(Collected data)
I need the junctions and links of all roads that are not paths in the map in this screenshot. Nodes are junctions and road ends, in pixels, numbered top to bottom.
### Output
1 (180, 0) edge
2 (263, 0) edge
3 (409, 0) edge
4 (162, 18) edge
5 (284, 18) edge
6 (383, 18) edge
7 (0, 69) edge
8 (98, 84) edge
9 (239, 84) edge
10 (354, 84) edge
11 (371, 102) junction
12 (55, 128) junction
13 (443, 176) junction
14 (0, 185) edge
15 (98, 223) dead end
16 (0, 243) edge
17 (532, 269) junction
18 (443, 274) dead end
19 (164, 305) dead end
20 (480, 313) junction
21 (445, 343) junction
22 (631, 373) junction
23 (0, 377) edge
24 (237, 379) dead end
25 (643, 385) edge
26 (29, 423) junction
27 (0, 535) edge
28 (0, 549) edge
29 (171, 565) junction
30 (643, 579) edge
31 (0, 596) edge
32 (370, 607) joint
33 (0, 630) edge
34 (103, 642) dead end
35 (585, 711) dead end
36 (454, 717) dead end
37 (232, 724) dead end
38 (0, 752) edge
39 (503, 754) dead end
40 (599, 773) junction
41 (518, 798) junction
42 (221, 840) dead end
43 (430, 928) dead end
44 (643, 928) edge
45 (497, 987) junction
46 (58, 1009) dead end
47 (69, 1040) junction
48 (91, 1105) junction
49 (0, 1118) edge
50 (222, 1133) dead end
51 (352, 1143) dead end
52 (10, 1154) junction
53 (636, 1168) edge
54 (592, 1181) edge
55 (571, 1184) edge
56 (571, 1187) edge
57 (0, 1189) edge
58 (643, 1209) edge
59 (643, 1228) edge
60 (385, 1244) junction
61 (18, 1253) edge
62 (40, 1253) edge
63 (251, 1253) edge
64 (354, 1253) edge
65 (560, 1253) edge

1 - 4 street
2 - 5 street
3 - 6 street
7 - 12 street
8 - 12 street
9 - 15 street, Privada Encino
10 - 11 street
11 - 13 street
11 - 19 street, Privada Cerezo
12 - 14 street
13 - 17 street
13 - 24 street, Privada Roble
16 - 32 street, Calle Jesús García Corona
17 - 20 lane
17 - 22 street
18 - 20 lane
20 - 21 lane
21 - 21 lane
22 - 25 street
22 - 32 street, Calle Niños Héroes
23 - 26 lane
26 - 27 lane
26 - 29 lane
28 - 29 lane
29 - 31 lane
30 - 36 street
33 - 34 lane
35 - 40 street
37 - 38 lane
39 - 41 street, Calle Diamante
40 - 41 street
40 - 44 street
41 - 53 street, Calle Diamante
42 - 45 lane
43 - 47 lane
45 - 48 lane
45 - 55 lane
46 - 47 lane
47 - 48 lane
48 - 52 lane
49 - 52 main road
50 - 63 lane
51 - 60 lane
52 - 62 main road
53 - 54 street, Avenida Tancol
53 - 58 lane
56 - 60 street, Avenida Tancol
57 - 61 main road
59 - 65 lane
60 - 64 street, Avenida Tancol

TASK
Return the data above in full. Keep every line exactly as it is.

OUTPUT OF THE TASK
I need the junctions and links of all roads that are not paths in the map in this screenshot. Nodes are junctions and road ends, in pixels, numbered top to bottom.
### Output
1 (180, 0) edge
2 (263, 0) edge
3 (409, 0) edge
4 (162, 18) edge
5 (284, 18) edge
6 (383, 18) edge
7 (0, 69) edge
8 (98, 84) edge
9 (239, 84) edge
10 (354, 84) edge
11 (371, 102) junction
12 (55, 128) junction
13 (443, 176) junction
14 (0, 185) edge
15 (98, 223) dead end
16 (0, 243) edge
17 (532, 269) junction
18 (443, 274) dead end
19 (164, 305) dead end
20 (480, 313) junction
21 (445, 343) junction
22 (631, 373) junction
23 (0, 377) edge
24 (237, 379) dead end
25 (643, 385) edge
26 (29, 423) junction
27 (0, 535) edge
28 (0, 549) edge
29 (171, 565) junction
30 (643, 579) edge
31 (0, 596) edge
32 (370, 607) joint
33 (0, 630) edge
34 (103, 642) dead end
35 (585, 711) dead end
36 (454, 717) dead end
37 (232, 724) dead end
38 (0, 752) edge
39 (503, 754) dead end
40 (599, 773) junction
41 (518, 798) junction
42 (221, 840) dead end
43 (430, 928) dead end
44 (643, 928) edge
45 (497, 987) junction
46 (58, 1009) dead end
47 (69, 1040) junction
48 (91, 1105) junction
49 (0, 1118) edge
50 (222, 1133) dead end
51 (352, 1143) dead end
52 (10, 1154) junction
53 (636, 1168) edge
54 (592, 1181) edge
55 (571, 1184) edge
56 (571, 1187) edge
57 (0, 1189) edge
58 (643, 1209) edge
59 (643, 1228) edge
60 (385, 1244) junction
61 (18, 1253) edge
62 (40, 1253) edge
63 (251, 1253) edge
64 (354, 1253) edge
65 (560, 1253) edge

1 - 4 street
2 - 5 street
3 - 6 street
7 - 12 street
8 - 12 street
9 - 15 street, Privada Encino
10 - 11 street
11 - 13 street
11 - 19 street, Privada Cerezo
12 - 14 street
13 - 17 street
13 - 24 street, Privada Roble
16 - 32 street, Calle Jesús García Corona
17 - 20 lane
17 - 22 street
18 - 20 lane
20 - 21 lane
21 - 21 lane
22 - 25 street
22 - 32 street, Calle Niños Héroes
23 - 26 lane
26 - 27 lane
26 - 29 lane
28 - 29 lane
29 - 31 lane
30 - 36 street
33 - 34 lane
35 - 40 street
37 - 38 lane
39 - 41 street, Calle Diamante
40 - 41 street
40 - 44 street
41 - 53 street, Calle Diamante
42 - 45 lane
43 - 47 lane
45 - 48 lane
45 - 55 lane
46 - 47 lane
47 - 48 lane
48 - 52 lane
49 - 52 main road
50 - 63 lane
51 - 60 lane
52 - 62 main road
53 - 54 street, Avenida Tancol
53 - 58 lane
56 - 60 street, Avenida Tancol
57 - 61 main road
59 - 65 lane
60 - 64 street, Avenida Tancol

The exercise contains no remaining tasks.